アジア諸国とブラジル、南アフリカなどの新興国では、2009年後半以降、かなりの資本流入が起きています。そのことによるマネーサプライの増加が、国によっては不動産価格の急激な上昇をもたらしている可能性があります。こうした不安定な資本流入への対応策として、最近注目されているのがマクロ・プルデンシャル政策です。もう1つ注目されているのが、為替政策を通じた資本流入への対処です。最近では、柔軟な為替政策が経済安定に有効であるという説が出てきています。通貨の切り上げは輸入物価を押し下げインフレ圧力を抑えると同時に、中銀の為替介入の必要性を減らすことで、流動性の増加を抑えることができるといわれています。多くのアジアの国では、主に為替市場への介入によって為替市場の圧力に対処してきましたが、それが結果として、マネーサプライ、ひいては銀行の貸し出しの伸びを高めてきた訳です。

IMFによる危機対応

昨年のIMF総会において、融資総額を7500億ドルに拡大することが了承されたほか、SDR(特別引き出し権)2500億ドルを加盟国に配分することが決定されました。さらに、さまざまな機会を通じて各国の景気刺激策を促進しています。

金融危機が始まって以来、IMFはこれまで2030億ドルの融資をコミットしています(アジア通貨危機では520億ドルをコミット)。ギリシャ、ルーマニア、ウクライナ、ハンガリー、パキスタンが主な借入国です。

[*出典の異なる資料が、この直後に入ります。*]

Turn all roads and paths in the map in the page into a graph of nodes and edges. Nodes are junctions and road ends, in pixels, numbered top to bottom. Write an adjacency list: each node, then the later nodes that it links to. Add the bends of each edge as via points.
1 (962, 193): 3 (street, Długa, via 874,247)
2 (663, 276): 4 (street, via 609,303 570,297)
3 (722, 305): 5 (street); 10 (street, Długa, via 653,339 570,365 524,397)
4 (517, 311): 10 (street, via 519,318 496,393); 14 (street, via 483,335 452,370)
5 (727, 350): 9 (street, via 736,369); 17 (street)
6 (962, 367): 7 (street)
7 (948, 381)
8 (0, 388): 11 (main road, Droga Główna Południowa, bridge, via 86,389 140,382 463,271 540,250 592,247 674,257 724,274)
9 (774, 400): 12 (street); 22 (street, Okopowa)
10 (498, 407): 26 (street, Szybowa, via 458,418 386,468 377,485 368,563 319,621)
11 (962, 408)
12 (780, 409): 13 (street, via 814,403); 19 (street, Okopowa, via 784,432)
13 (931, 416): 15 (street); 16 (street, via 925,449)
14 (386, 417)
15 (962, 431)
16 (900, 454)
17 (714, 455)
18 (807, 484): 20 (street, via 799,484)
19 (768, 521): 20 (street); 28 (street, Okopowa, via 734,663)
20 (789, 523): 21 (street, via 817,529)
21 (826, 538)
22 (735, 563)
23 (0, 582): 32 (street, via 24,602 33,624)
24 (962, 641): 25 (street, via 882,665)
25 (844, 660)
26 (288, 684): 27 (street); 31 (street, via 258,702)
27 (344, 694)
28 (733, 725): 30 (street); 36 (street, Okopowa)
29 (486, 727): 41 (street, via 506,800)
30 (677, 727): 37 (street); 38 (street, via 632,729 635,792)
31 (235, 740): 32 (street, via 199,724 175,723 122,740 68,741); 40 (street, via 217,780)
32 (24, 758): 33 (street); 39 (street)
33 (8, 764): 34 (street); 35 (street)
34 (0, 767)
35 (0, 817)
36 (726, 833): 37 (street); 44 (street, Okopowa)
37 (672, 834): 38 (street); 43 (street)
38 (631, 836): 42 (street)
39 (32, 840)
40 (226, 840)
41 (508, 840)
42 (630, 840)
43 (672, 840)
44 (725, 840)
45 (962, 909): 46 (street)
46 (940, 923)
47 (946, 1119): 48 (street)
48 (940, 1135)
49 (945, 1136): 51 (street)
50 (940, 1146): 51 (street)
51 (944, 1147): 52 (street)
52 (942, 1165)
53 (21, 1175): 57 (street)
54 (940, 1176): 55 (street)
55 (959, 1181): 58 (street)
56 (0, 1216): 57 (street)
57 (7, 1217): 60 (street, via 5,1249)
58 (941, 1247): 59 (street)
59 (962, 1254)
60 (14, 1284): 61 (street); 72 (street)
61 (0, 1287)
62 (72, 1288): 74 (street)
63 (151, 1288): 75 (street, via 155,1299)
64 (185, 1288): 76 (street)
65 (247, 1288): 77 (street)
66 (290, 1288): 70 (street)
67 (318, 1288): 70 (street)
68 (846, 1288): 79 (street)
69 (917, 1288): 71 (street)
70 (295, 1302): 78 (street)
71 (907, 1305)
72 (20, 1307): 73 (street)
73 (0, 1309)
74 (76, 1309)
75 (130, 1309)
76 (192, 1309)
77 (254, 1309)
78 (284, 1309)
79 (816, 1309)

その他、IMFではいくつかの改革を実施しています。1つが、FCL(flexible credit line)という新しい融資制度――予防的な融資制度――の設立で、メキシコとコロンビアが現在対象となっています。もう1つが低所得国などに対する貸し出し枠の拡大です。その一環として、低所得国に対するゼロ金利融資も決定しています。批判の多い融資条件に関しても、構造改革の条件を大幅に削減するなど緩和を図っています。とりわけ、ファンダメンタルズの良好な国に対しては、無条件、限度額無しの融資制度として、先述のFCLを設けています。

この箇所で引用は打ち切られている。